La gauche sort ragaillardie du premier tour de l'élection présidentielle française. Quelques mois seulement après que le Sénat eut basculé de leur côté, les forces progressistes ont recueilli 44% des voix dimanche, leur meilleur résultat depuis des décennies.

Mais aussi impressionnant soit-il, ce score est loin de la majorité nécessaire pour que le socialiste François Hollande s'empare du pouvoir. Pour y arriver, pour déborder de son électorat «naturel», il devra relever un défi qui est, dans le fond, celui de la gauche aujourd'hui: prouver qu'elle est aussi compétente que la droite pour gouverner en temps de crise financière.

L'heure est en effet à l'austérité en Europe... et aux gouvernements de droite. Presque partout il est question de compressions, de rationalisation, de réduction de l'État. Presque partout, ces programmes sont mis de l'avant par des partis plus conservateurs.

La France pourrait donc faire exception si les socialistes prenaient le pouvoir, le 6 mai prochain. Mais la partie n'est pas gagnée, car François Hollande, comme la gauche en général, souffre d'un déficit de crédibilité fiscale... que la droite n'hésitera pas à entretenir pour effrayer l'électorat.

Déjà, des dirigeants d'entreprises ont menacé de quitter le pays advenant une prise de pouvoir des socialistes. Certains nantis ont aussi exprimé leur volonté de s'exiler. Des élus du gouvernement ont évoqué une «France à genoux». Et le président sortant a brandi l'épouvantail d'une économie en déroute qu'il prédit «deux jours» à peine après une accession au pouvoir des socialistes!

Pire, une révélation du quotidien Der Spiegel a fait état, pendant la campagne, d'une alliance des dirigeants de droite de la Vieille Europe, qui se seraient entendus pour ne pas recevoir chez eux le candidat socialiste. La nouvelle a été démentie, mais l'image d'une gauche mise au ban de l'Europe parce qu'incapable de prendre ses responsabilités en temps de disette s'est cristallisée... encore un peu plus.

Il est vrai que la volonté de débarquer Nicolas Sarkozy pourrait faire la différence ultimement, mais François Hollande ne peut se contenter de miser sur un rejet de son adversaire. Et pas seulement parce qu'une telle tactique pourrait lui jouer des tours (la droite a récolté 47% des suffrages).
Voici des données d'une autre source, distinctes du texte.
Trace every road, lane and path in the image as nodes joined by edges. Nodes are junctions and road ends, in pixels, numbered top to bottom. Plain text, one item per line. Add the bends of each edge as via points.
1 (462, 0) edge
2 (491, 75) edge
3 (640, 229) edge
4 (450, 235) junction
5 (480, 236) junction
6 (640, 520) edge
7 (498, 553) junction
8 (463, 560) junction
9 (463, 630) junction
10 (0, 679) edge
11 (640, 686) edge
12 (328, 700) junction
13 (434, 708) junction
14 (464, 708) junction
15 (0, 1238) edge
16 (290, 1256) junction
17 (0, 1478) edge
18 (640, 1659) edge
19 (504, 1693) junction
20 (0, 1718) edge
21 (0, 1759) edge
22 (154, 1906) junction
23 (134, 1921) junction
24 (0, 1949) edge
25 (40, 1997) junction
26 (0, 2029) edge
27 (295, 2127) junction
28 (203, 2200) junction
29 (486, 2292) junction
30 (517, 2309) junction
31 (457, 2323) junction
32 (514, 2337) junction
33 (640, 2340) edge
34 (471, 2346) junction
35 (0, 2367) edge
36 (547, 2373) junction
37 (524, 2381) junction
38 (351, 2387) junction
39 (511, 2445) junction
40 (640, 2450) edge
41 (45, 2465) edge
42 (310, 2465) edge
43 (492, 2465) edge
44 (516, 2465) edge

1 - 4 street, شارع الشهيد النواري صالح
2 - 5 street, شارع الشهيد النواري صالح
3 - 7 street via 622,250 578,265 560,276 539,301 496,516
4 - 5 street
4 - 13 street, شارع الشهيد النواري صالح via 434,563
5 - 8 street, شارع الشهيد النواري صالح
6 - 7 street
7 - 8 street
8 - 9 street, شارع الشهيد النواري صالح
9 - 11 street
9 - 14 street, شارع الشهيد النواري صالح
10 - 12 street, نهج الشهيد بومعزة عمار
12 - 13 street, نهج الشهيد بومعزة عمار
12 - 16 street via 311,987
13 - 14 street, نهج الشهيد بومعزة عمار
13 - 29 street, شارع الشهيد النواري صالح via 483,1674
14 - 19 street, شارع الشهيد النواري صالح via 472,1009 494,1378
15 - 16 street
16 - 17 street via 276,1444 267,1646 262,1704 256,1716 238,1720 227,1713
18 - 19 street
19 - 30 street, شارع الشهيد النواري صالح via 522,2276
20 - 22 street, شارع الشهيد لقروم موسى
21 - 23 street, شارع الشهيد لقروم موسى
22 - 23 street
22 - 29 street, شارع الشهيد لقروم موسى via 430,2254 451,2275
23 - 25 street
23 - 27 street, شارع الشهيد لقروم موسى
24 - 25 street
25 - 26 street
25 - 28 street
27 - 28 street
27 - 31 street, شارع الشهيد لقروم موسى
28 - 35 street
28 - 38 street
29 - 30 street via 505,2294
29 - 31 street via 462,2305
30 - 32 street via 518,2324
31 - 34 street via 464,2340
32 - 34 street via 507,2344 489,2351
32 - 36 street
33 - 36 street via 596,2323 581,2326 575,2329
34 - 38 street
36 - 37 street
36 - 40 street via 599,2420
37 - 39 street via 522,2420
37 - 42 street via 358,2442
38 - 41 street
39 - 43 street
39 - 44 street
François Hollande a en quelque sorte le devoir de démontrer que la gauche est capable d'être responsable sur le plan fiscal, qu'elle a autre chose à proposer que des taxes et des dépenses, qu'elle est en mesure de sortir de la crise tout en réduisant le poids des dettes publiques.

Les dernières années ont en effet montré que la gauche ne peut simplement attendre le pouvoir, en espérant que les dérapages du système financier joueront en sa faveur. Au contraire, c'est la droite qui en profite, d'où la nécessité de présenter une vision moderne du modèle social-démocrate. Précisément ce à quoi François Hollande devra s'atteler au cours des 15 prochains jours et, peut-être, des cinq années qui suivront.